- What needs to be done -
Find the word "Write" in the records below. List each line containing it.
# # # # #
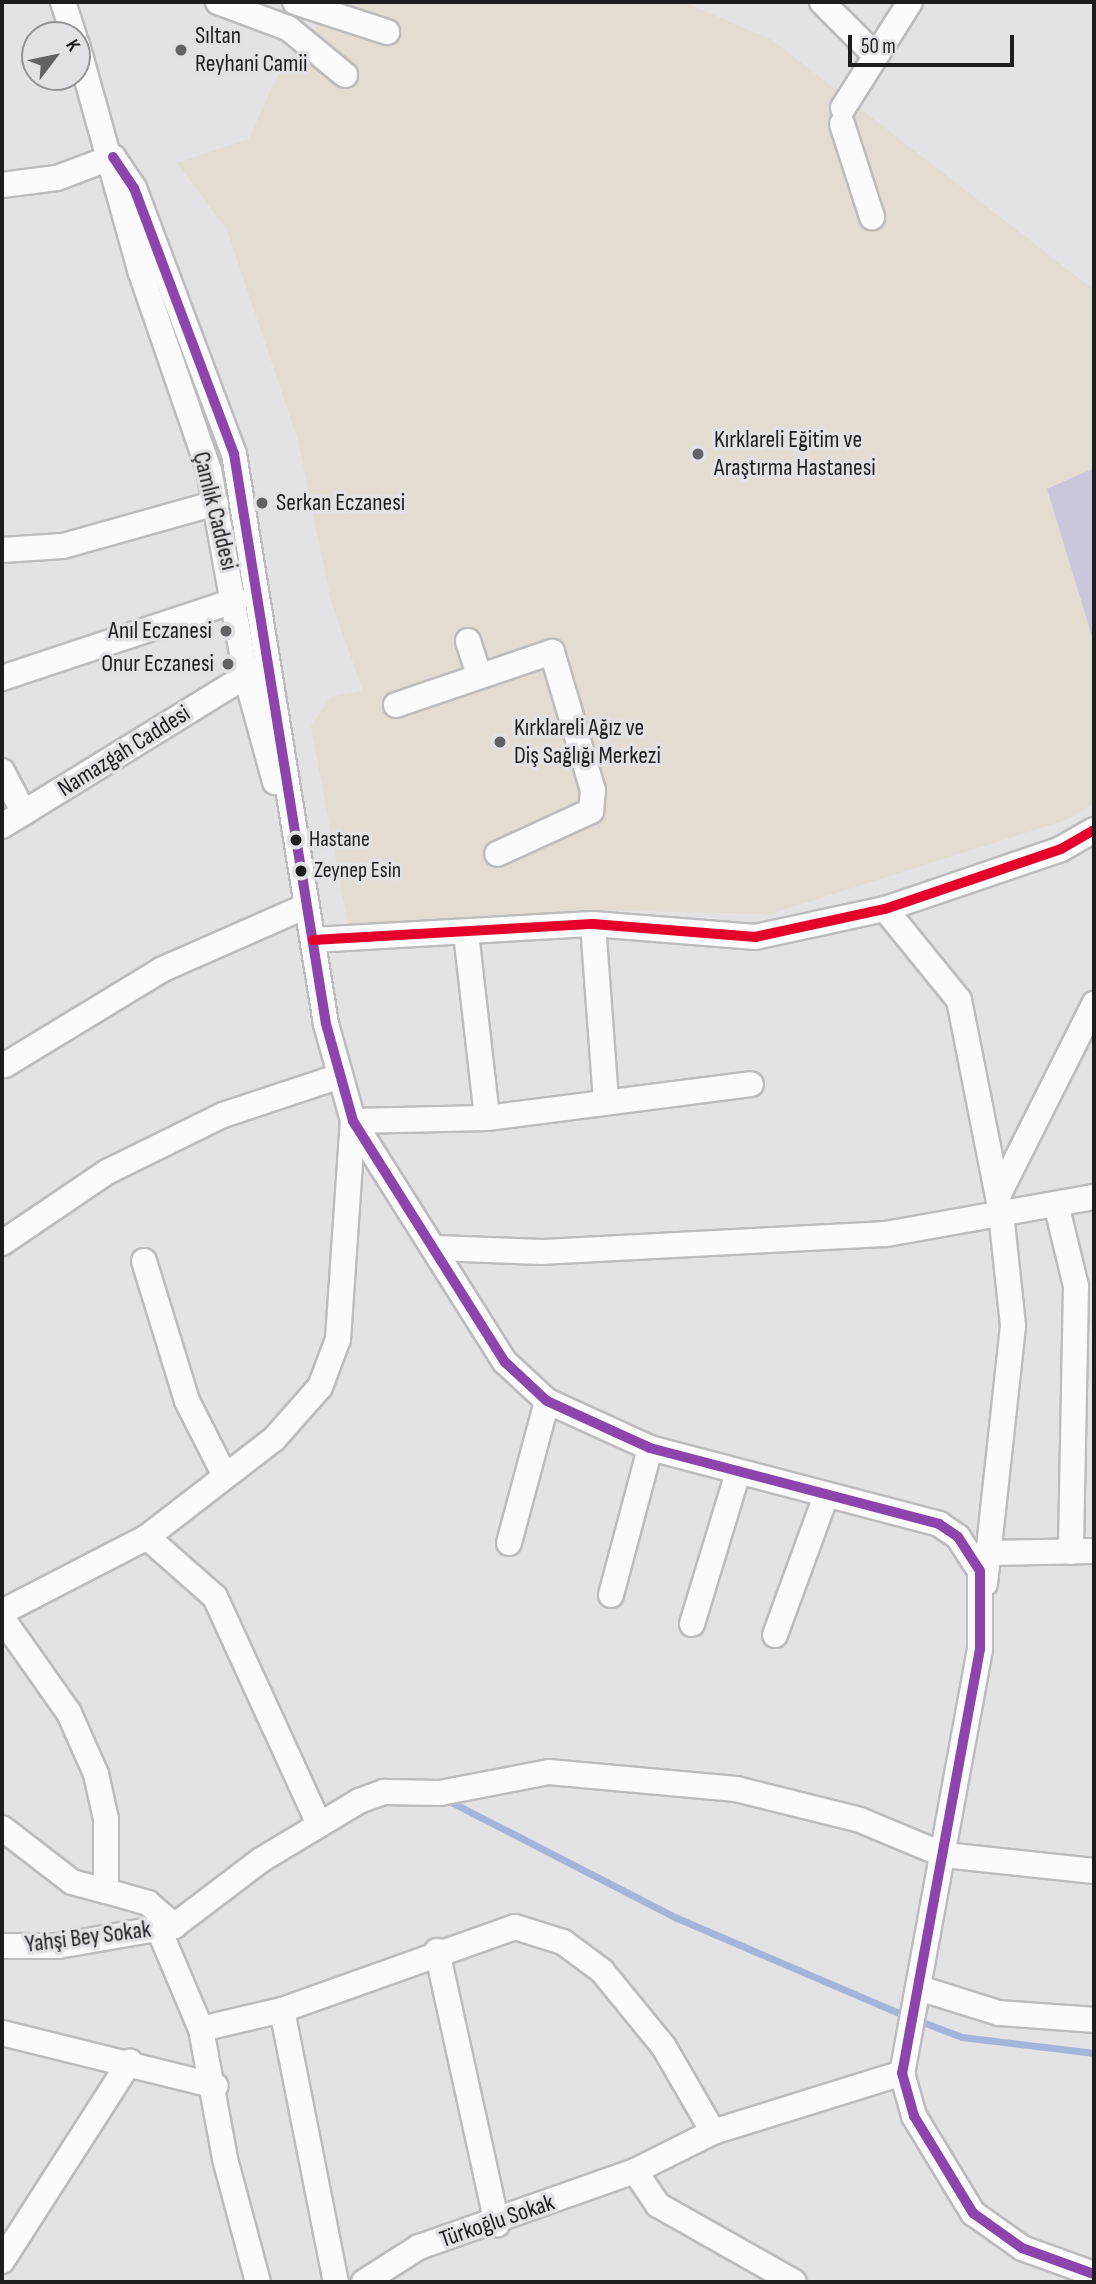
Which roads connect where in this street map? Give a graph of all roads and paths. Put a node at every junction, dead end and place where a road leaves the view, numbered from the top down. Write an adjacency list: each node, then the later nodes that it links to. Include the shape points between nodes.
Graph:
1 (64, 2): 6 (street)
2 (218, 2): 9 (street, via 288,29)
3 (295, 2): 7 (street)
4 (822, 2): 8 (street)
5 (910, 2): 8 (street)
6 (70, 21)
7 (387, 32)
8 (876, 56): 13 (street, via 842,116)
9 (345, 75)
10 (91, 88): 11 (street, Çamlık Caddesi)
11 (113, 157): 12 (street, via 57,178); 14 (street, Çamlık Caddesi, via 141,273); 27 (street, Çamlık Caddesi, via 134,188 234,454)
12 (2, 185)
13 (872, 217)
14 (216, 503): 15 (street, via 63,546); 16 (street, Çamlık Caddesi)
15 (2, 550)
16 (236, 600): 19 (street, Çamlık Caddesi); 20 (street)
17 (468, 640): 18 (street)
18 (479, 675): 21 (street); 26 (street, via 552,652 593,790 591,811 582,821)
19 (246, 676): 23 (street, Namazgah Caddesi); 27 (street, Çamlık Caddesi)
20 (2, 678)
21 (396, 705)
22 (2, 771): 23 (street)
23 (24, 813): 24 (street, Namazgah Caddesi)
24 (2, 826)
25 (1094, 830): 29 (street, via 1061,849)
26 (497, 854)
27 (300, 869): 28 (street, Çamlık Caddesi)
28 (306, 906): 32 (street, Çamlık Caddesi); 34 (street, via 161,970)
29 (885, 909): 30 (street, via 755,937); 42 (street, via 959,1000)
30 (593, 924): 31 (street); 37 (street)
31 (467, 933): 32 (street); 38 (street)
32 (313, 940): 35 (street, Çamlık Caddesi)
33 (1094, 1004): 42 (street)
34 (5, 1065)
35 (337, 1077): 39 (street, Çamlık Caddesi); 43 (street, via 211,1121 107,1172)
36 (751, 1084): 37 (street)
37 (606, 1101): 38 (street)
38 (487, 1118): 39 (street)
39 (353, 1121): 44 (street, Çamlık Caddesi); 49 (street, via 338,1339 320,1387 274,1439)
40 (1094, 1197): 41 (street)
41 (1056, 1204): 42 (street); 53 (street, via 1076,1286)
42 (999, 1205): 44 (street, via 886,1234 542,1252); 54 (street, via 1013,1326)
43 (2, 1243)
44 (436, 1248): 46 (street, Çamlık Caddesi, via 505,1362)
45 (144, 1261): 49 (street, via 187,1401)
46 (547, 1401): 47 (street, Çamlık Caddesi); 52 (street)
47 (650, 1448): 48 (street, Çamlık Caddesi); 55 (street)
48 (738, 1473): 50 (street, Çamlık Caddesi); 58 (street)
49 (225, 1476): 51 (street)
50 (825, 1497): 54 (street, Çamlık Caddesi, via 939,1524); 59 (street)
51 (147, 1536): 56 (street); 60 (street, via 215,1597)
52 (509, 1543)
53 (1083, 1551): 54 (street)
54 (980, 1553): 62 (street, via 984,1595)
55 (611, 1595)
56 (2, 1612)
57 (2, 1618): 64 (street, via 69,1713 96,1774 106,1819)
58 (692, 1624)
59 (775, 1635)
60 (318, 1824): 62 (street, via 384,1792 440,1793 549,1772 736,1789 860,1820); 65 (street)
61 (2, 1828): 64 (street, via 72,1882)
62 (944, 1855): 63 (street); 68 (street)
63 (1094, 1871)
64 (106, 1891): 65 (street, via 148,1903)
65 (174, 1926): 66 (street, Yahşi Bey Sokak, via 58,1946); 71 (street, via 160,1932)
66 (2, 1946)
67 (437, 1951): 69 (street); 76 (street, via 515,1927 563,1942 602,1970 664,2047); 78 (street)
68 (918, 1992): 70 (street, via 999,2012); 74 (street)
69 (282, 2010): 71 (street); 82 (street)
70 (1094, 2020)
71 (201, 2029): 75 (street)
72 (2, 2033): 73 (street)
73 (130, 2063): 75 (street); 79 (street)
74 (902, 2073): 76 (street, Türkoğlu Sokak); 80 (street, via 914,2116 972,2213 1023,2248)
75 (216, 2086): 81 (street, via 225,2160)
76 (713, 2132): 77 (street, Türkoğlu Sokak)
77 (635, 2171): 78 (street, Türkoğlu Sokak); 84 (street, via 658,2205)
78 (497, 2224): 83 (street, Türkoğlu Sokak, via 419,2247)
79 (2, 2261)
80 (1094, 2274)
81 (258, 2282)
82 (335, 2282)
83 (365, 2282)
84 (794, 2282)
# # # # #
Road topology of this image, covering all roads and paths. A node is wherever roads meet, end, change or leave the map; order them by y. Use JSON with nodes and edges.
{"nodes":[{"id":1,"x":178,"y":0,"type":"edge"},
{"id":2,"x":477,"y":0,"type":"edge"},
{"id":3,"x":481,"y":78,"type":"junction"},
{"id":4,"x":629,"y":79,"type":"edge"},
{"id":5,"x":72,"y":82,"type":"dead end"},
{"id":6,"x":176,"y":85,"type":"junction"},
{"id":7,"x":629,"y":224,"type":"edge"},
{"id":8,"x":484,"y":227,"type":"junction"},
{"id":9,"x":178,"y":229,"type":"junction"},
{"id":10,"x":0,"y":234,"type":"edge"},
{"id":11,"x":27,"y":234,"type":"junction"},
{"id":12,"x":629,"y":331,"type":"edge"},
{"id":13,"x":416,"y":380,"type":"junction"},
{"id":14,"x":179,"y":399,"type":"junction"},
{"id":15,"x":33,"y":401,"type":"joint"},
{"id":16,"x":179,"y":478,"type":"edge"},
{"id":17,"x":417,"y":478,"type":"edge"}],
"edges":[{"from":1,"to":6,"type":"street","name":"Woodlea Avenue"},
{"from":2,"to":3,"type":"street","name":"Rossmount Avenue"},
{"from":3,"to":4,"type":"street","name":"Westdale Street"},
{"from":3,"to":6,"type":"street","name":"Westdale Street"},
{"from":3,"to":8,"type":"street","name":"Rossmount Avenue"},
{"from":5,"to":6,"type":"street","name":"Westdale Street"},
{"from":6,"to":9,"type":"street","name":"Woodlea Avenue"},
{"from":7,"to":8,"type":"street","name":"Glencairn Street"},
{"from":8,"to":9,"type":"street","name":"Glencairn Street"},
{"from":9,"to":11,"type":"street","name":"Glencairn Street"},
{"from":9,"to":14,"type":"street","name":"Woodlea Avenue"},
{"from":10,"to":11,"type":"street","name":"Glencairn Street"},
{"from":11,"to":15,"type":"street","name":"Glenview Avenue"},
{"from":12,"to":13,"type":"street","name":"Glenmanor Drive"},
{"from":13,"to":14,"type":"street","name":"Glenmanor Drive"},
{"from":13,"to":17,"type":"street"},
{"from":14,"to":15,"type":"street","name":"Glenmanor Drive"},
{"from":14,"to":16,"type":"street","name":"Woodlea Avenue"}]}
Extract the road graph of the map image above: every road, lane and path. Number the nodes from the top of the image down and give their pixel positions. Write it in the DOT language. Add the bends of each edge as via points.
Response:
# # # # #
- Response area -
Which roads connect where in this street map? Give a graph of all roads and paths. Put a node at every junction, dead end and place where a road leaves the view, numbered from the top down. Write an adjacency list: each node, then the later nodes that it links to. Include the shape points between nodes.
Extract the road graph of the map image above: every road, lane and path. Number the nodes from the top of the image down and give their pixel positions. Write it in the DOT language. Add the bends of each edge as via points.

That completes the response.